Earlier this year, S&P Global identified nine trends its analysts and researchers expect will shape the sustainability landscape during 2023. Richard Timbs, senior director and sector lead – corporate and infrastructure ratings, Pacific at S&P in Sydney, explains why these trends are so important and what they mean for financing.

With a backdrop of geopolitical turmoil, persistent inflation, looming recession and worsening impacts of climate change, new tensions are likely to emerge between managing near-term risks and making meaningful progress on longer-term sustainability goals. These trends highlight the delicate balancing act S&P sees stakeholders facing and managing – the requirement to weigh various and sometimes opposing forces. This push-and-pull dynamic could continue to be a hallmark of sustainability discussions and decisions throughout 2023.


In the article S&P Global Outlines Key Sustainability Trends That Will Drive Decision Making in 2023, the rating agency highlights nine trends as critical market drivers.

The trends are:

  1. Sustainability disclosure standards will pressure companies and investors to respond and adapt.
  2. Companies and investors will navigate the increasing risk of litigation related to sustainability actions and inactions.
  3. Climate strategies will be reconsidered in the face of energy security and affordability concerns.
  4. Rising costs from physical climate risk will accelerate investment in adaptation and resilience.
  5. Employment practices adapting to new workforce dynamics will be tested in the face of economic and labour market uncertainty.
  6. More resources will be devoted to managing human rights impacts in supply chains amid new sustainability regulations.
  7. Climate change will continue to drive drought and water scarcity, sharpening the focus on water-related risk.
  8. Understanding of biodiversity and nature-related risk will reach an inflection point as more data and frameworks become available.
  9. The global sustainable bond market will return to growth but contend with credibility challenges and market uncertainty.

S&P has also presented its outlook for sustainable bond issuance in its sustainability insights research reports, Sustainable Bond Issuance Will Return To Growth in 2023 and Asia-Pacific Sustainable Bond Issuance to Increase in 2023.

One of the primary forecasts is for global green, social, sustainability and sustainability-linked bond (GSSSB) issuance to grow by 5-17 per cent this year. We believe GSSSB issuance will return to growth in 2023, reaching US$900 billion to US$1 trillion and nearing the record US$1.1 trillion from 2021 (see chart 1). This follows a 2022 in which contractionary monetary policy and macroeconomic uncertainty curtailed global bond issuance.

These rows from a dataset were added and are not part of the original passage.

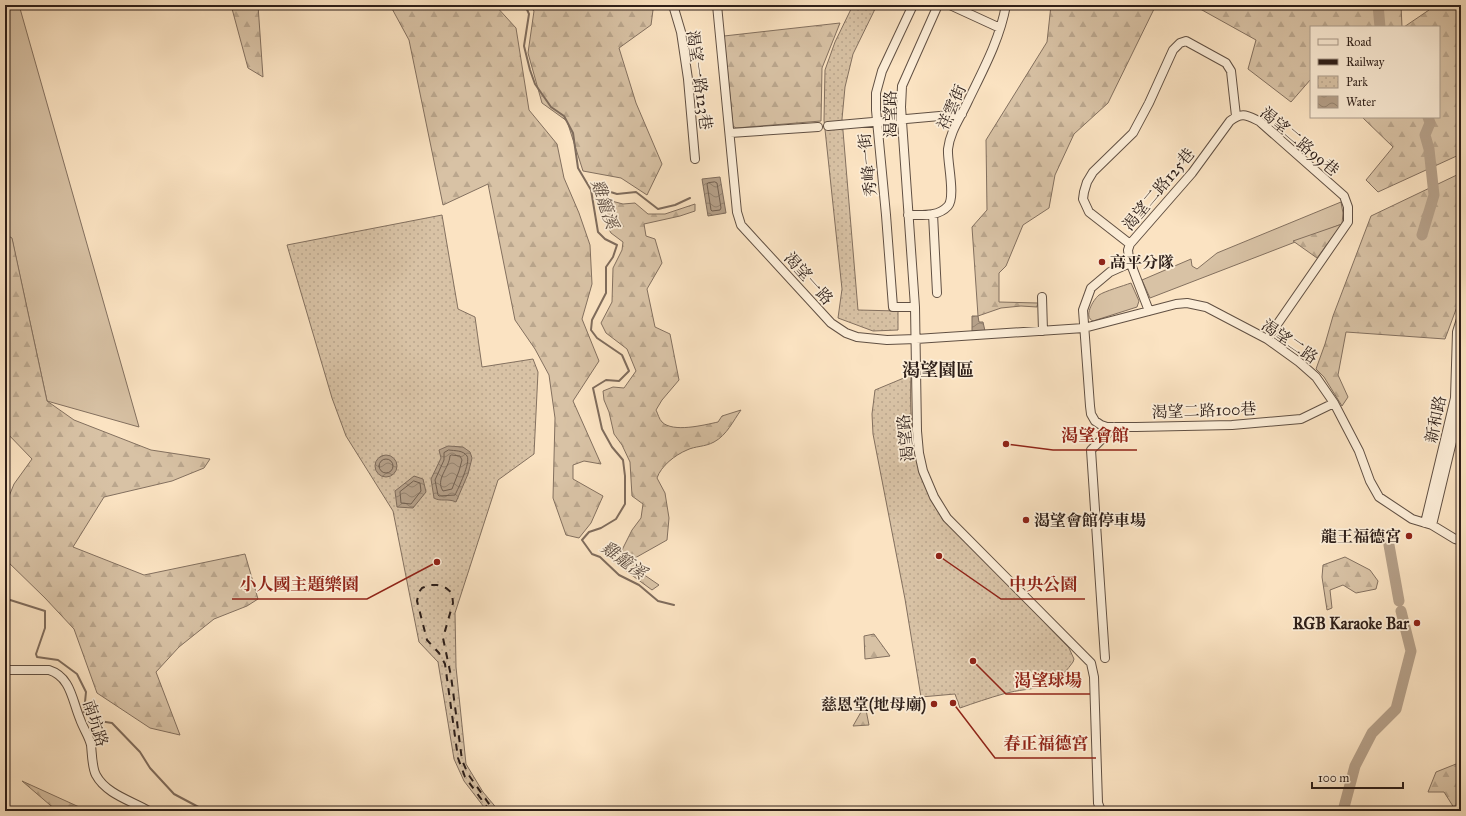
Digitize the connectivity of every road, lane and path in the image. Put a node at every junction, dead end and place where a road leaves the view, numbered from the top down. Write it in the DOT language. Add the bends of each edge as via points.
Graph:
graph roads {
  1 [pos="673,5"];
  2 [pos="717,5"];
  3 [pos="913,5"];
  4 [pos="938,5"];
  5 [pos="950,5"];
  6 [pos="1006,5"];
  7 [pos="1000,28"];
  8 [pos="962,114"];
  9 [pos="1236,116"];
  10 [pos="902,120"];
  11 [pos="877,122"];
  12 [pos="828,126"];
  13 [pos="818,127"];
  14 [pos="730,133"];
  15 [pos="696,159"];
  16 [pos="933,214"];
  17 [pos="908,216"];
  18 [pos="1130,244"];
  19 [pos="1130,263"];
  20 [pos="936,293"];
  21 [pos="1042,297"];
  22 [pos="915,307"];
  23 [pos="1149,311"];
  24 [pos="1461,320"];
  25 [pos="1084,328"];
  26 [pos="1043,331"];
  27 [pos="916,339"];
  28 [pos="1267,339"];
  29 [pos="1334,404"];
  30 [pos="1461,404"];
  31 [pos="1114,427"];
  32 [pos="1429,524"];
  33 [pos="1461,540"];
  34 [pos="1105,658"];
  35 [pos="5,670"];
  36 [pos="149,811"];
  37 [pos="1101,811"];
  1 -- 15 [label="street, 渴望一路123巷" via="681,32"];
  2 -- 14 [label="street, 渴望一路"];
  3 -- 11 [label="street, 秀峰一街" via="882,71 876,93"];
  4 -- 10 [label="street, 渴望路" via="902,86"];
  5 -- 7 [label="street"];
  6 -- 7 [label="street, 祥雲街"];
  7 -- 8 [label="street, 祥雲街" via="992,52"];
  8 -- 10 [label="street"];
  8 -- 16 [label="street, 祥雲街" via="954,128 948,149 950,205"];
  9 -- 18 [label="street, 渴望二路125巷" via="1192,173"];
  9 -- 18 [label="street, 渴望二路99巷" via="1231,71 1226,63 1186,41 1180,43 1174,50 1133,133 1092,172 1086,182 1083,199 1089,212"];
  9 -- 28 [label="street, 渴望二路99巷" via="1244,114 1259,121 1344,196 1348,207 1348,222"];
  10 -- 11 [label="street"];
  10 -- 17 [label="street, 渴望路"];
  11 -- 12 [label="street"];
  11 -- 22 [label="street, 秀峰一街" via="893,307"];
  13 -- 14 [label="street"];
  14 -- 27 [label="street, 渴望一路" via="741,225 771,252 831,324 857,337"];
  16 -- 17 [label="street, 祥雲街"];
  16 -- 20 [label="street"];
  17 -- 22 [label="street, 渴望路"];
  18 -- 19 [label="street, 渴望二路125巷"];
  19 -- 23 [label="street, 渴望二路125巷"];
  19 -- 25 [label="street, 渴望二路100巷" via="1110,272 1091,288 1083,310"];
  21 -- 26 [label="street"];
  22 -- 27 [label="street, 渴望路"];
  23 -- 25 [label="street, 渴望二路"];
  23 -- 28 [label="street, 渴望二路" via="1188,303 1206,307"];
  24 -- 32 [label="street, 新和路" via="1457,332 1455,398"];
  25 -- 26 [label="street, 渴望一路"];
  25 -- 31 [label="street, 渴望二路100巷" via="1091,414 1101,425"];
  26 -- 27 [label="street, 渴望一路"];
  27 -- 37 [label="street, 渴望路" via="919,453 923,471 934,497 947,518 1091,663 1094,677 1098,803"];
  28 -- 29 [label="street, 渴望二路" via="1300,362 1316,377"];
  29 -- 31 [label="street, 渴望二路100巷" via="1301,419 1232,425"];
  29 -- 32 [label="street, 渴望二路" via="1359,451 1379,497 1412,519"];
  30 -- 32 [label="street, 新和路"];
  31 -- 34 [label="street" via="1091,450"];
  32 -- 33 [label="street"];
  35 -- 36 [label="street, 南坑路" via="48,670 63,678 69,686 90,743 95,775 111,791"];
}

Three factors could drive growth or drag it down. Broadly, these are policy initiatives, levels of investment in climate adaptation and resilience, and the ability of issuers to address concerns about the credibility of certain types of GSSSB debt.

Green bonds will likely continue to dominate. However, we expect to see sustainability bonds – where the proceeds are earmarked for environmental and social projects – become more prevalent.

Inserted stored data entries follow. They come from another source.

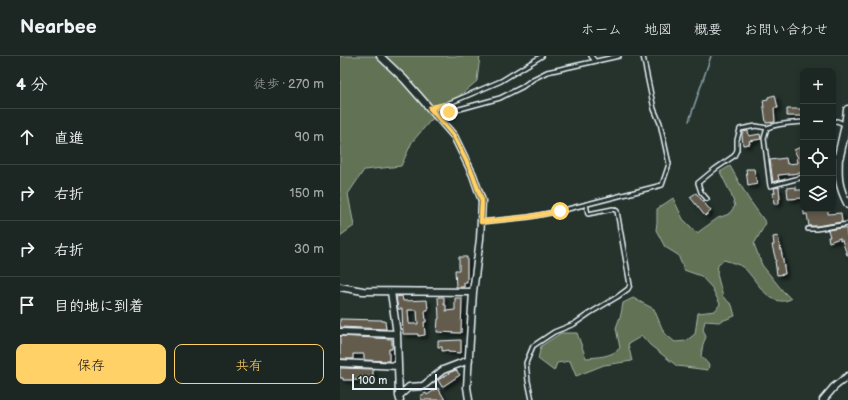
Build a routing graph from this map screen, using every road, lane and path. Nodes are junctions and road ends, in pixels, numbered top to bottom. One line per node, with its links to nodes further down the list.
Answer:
1 (380, 56): 8 (street)
2 (542, 56): 7 (lane)
3 (591, 56): 6 (lane)
4 (619, 56): 6 (lane)
5 (643, 56): 19 (lane)
6 (595, 61): 7 (lane)
7 (445, 105): 8 (lane)
8 (430, 108): 21 (street)
9 (848, 110): 12 (street)
10 (836, 121): 12 (lane)
11 (800, 122): 13 (lane)
12 (846, 125): 14 (street)
13 (767, 128): 17 (lane); 18 (lane)
14 (839, 156): 15 (street)
15 (836, 169)
16 (836, 176): 20 (street)
17 (800, 178)
18 (707, 199)
19 (586, 204): 21 (lane); 35 (lane)
20 (848, 205)
21 (481, 222): 26 (street)
22 (848, 224): 23 (lane)
23 (808, 229)
24 (340, 287): 25 (street)
25 (390, 292): 26 (street); 28 (street)
26 (473, 292): 29 (street)
27 (340, 332): 28 (street)
28 (397, 334): 31 (street)
29 (469, 360): 33 (street); 34 (street)
30 (340, 363): 31 (street)
31 (398, 366): 33 (street)
32 (848, 376): 36 (street)
33 (399, 398)
34 (469, 400)
35 (532, 400)
36 (823, 400)

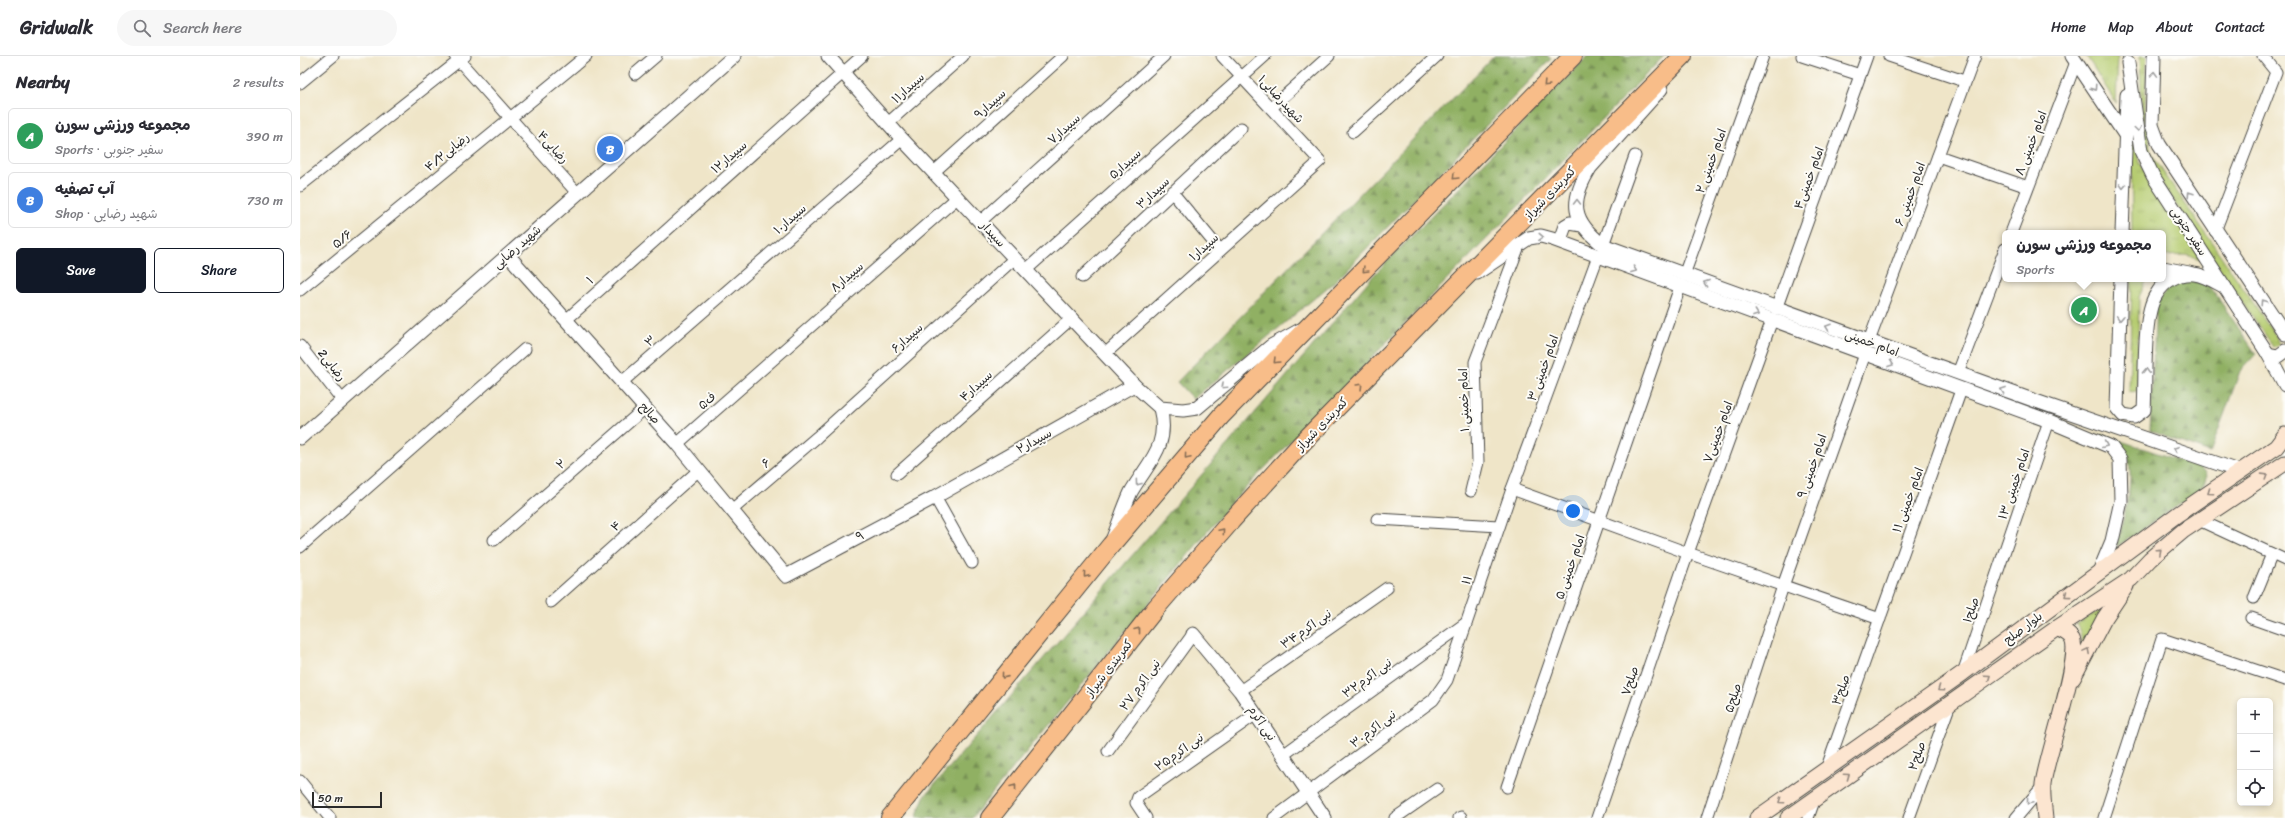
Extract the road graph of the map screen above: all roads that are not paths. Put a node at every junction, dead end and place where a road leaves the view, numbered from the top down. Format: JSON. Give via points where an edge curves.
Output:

Meanwhile, sustainability-linked bonds (SLBs) are at an inflection point. Skepticism and questions about the credibility of the asset class’s ability to achieve meaningful sustainability targets are increasing, weighing on the minds of investors and issuers.

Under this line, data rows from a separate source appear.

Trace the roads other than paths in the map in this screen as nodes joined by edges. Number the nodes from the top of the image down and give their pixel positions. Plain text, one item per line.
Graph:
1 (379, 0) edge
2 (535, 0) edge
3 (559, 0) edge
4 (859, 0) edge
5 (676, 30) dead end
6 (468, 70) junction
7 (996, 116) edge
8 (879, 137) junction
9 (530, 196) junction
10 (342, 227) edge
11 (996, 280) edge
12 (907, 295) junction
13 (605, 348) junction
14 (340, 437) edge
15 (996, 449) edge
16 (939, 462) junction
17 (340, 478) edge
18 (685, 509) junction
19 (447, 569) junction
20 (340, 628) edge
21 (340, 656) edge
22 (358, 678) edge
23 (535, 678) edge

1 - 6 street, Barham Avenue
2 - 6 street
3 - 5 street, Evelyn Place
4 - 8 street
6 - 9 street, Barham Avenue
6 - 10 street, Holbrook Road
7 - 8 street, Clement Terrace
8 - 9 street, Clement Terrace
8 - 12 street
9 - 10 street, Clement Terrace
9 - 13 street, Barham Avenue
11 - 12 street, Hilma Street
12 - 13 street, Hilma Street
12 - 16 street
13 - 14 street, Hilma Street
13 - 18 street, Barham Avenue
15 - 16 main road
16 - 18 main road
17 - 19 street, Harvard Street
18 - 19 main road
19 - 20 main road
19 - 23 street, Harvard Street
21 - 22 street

In our view, total global bond issuance will grow only moderately in 2023. However, we expect faster growth for GSSSB issuance will lead to a larger market share for this asset class across all regions and sectors. We believe GSSSB issuance from nonfinancial corporates, financial services, and the US and international public finance sectors is likely to comprise 14-16 per cent of all bond issuance in 2023. In our view, issuance data are the most comparable in these sectors.


We expect the Asia-Pacific region to post 20 per cent growth in GSSSB issuance in 2023, outpacing other regional markets and reaching a total value of about US$240 billion. The steep rise in percentage terms is mainly due to a lower existing base of issuance. However, growing awareness of sustainability imperatives across the region, especially decarbonisation, will also contribute to market momentum.

Asia-Pacific GSSSB issuance maintained momentum in 2022, yet at a slower pace. It was up by 10 per cent, to US$199 billion. It proved more resilient to global macroeconomic uncertainties than other regions, as global volume contracted by 19 per cent. Green bonds dominated issuance in Asia Pacific, accounting for 55 per cent of the volume. This was followed by social bonds at 26 per cent, sustainability bonds at 14 per cent and sustainability-linked bonds at 3 per cent. Transition bond issuance remained minimal, at 2 per cent, and was limited to Japan.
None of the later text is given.